Cet échec n’atténuait en rien à Tiersule son importance. Les professeurs Leberon et Nit, ses seuls collègues à jouir d’une égale réputation, lui montraient autant de respect que de crainte dans l’ombrage qu’elle leur faisait. Nit, surtout, était envieuse : elle espérait lors de la conférence briller enfin. « Que vont devenir les installations ? » lui demandait Leberon, éternel inquiet. Ils en avaient tous une assez bonne idée.
Des trois îles, Yves Leberon était la seule personne à douter encore que les communications se rétablissent. Contre toutes les expertises et contre tous les calculs, qu’il approuvait du reste entièrement, parce qu’il trouvait plus que tout autre la nature humaine ridiculement nuisible, Leberon estimait que rien de bon ne pouvait durer. Ainsi, tout en se préparant au meilleur, s’attendait-il au pire. Il ne devait qu’assister à la conférence.
« Où est Taquenard ? » demanda-t-il encore, sourcils froncés de mauvaise humeur. Ils étaient, lui et Nit, près de la salle de conférence, où les bras mécaniques terminaient d’installer verres et bouteilles sur les bancs. Presque tout le personnel, une vingtaine de personnes au total, se concentrait près de ce seul espace. Ils travaillaient toujours, et discutaient ensemble. Les réseaux se rétablissaient. « Où est Taquenard ? » demanda Leberon aux autres professeurs, qui gênés en sa présence, désignèrent les sous-sols.
À la forte humidité de ciment frais s’ajoutait le courant des ventilateurs. Les câbles pendaient au plafond, encombraient le sol, couraient d’une pièce à l’autre. Deux employées, l’une en électronique, l’autre en informatique, passaient en revue les différents blocs du système, avec la routine du geste. Taquenard, ses cheveux roulés sous filet, revêtue de sa chemise blanche, laissait défiler devant elle des suites interminables d’équations ; la responsable des installations sombrait dans une demi-veille.
Elle articula d’une voix pâteuse : « Théodor ? » Le programme lui répondit. Il s’inquiétait pour sa santé. Il lui demandait si les équations étaient lisibles.
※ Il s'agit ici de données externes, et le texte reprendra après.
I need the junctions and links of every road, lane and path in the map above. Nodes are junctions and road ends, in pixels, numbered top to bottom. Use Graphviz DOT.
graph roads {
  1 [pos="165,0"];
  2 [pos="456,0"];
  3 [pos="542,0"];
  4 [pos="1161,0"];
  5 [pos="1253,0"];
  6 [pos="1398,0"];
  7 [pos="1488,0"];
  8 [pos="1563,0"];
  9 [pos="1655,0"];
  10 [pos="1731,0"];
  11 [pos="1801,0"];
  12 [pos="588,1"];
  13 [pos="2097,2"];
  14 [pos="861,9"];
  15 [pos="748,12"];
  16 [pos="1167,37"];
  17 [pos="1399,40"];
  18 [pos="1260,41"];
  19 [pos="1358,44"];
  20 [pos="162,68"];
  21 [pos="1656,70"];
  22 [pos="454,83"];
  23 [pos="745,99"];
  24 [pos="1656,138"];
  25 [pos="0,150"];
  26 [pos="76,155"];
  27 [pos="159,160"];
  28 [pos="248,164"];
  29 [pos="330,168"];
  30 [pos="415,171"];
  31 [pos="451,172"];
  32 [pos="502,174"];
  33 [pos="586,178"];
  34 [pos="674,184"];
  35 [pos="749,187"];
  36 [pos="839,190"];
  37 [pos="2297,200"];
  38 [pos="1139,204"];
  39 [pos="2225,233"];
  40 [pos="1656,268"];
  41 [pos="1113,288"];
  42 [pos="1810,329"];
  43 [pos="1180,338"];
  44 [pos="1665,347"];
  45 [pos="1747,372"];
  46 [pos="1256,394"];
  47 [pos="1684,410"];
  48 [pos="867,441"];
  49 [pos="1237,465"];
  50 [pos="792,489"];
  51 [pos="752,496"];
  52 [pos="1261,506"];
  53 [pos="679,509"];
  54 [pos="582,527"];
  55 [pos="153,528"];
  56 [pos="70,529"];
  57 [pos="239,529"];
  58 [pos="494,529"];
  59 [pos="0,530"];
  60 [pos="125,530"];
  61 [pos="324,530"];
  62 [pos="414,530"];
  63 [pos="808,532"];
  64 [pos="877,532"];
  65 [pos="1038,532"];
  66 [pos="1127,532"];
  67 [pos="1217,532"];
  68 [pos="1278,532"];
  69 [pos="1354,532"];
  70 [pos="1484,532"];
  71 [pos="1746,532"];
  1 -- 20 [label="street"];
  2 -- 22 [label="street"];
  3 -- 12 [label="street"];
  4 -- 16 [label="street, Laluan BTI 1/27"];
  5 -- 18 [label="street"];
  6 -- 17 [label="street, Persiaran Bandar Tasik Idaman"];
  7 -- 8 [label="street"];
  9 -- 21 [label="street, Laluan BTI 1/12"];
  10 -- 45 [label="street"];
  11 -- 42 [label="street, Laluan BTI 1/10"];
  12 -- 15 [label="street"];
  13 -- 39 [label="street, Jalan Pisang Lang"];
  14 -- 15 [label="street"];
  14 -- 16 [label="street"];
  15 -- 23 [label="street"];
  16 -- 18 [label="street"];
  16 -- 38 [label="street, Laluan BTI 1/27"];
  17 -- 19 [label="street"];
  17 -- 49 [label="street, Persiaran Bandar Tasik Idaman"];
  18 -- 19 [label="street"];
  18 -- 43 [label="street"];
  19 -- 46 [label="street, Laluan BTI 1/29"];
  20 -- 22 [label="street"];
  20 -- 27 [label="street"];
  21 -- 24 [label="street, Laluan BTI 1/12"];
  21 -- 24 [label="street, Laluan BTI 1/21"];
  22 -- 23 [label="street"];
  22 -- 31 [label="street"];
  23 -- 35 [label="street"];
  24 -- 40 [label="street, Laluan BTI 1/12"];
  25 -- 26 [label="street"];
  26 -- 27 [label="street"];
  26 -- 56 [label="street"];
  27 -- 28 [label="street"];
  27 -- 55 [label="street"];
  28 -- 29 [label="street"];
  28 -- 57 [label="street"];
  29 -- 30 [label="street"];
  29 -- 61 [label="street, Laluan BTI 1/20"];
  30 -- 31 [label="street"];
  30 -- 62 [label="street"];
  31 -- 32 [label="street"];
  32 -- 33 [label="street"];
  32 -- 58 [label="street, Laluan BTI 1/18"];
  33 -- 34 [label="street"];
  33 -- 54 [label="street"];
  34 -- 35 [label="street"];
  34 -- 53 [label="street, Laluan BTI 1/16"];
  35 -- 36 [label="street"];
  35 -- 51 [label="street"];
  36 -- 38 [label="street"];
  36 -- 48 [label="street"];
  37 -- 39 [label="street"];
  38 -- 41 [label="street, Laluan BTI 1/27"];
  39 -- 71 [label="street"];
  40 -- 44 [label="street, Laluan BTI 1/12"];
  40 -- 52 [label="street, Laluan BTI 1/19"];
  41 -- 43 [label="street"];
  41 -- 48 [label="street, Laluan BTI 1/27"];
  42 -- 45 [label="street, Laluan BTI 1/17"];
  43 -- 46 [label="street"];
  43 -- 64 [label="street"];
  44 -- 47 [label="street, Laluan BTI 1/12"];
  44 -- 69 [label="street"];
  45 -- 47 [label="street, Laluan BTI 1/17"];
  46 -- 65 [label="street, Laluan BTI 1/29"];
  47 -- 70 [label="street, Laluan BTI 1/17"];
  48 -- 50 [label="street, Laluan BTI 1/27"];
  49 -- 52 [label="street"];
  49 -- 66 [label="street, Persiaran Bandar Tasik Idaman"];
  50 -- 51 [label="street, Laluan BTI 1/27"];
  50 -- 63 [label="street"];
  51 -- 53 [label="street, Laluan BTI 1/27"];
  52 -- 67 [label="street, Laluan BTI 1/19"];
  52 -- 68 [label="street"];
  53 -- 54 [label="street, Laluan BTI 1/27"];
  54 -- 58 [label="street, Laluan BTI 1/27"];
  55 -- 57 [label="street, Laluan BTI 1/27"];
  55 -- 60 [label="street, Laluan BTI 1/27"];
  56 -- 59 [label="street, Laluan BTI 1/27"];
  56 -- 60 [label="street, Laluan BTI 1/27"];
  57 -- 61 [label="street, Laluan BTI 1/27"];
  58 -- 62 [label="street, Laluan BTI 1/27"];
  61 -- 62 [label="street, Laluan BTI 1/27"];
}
Elles ne l’étaient pas pour Taquenard mais parce que ces nombres lui étaient familiers, parce qu’elle les avait supervisés, Mélanie répondit positivement. Théodor lui donna la situation en direct des réseaux. Après quoi la responsable ne demandant plus rien, la machine se tut.
« Qu’est-ce que le croiseur du quai un Pontier ? » demanda Théodor, alors qu’elle s’était presque endormie. Elle le corrigea sur le mot et comme si cela suffisait, retomba dans sa somnolence. Mais le programme : « Cela ne me dit pas ce qu’est le cuirassé du quai un Pontier. » Il demanda son nom, son apparence, il allait demander encore qui avait réagi à cette nouvelle quand Mélanie lui demanda de la musique. Elle mit ses écouteurs, puis se laissa aller en arrière sur son siège. Les deux employées, qui venaient dans sa direction, la voyant absorbée par son travail, se détournèrent.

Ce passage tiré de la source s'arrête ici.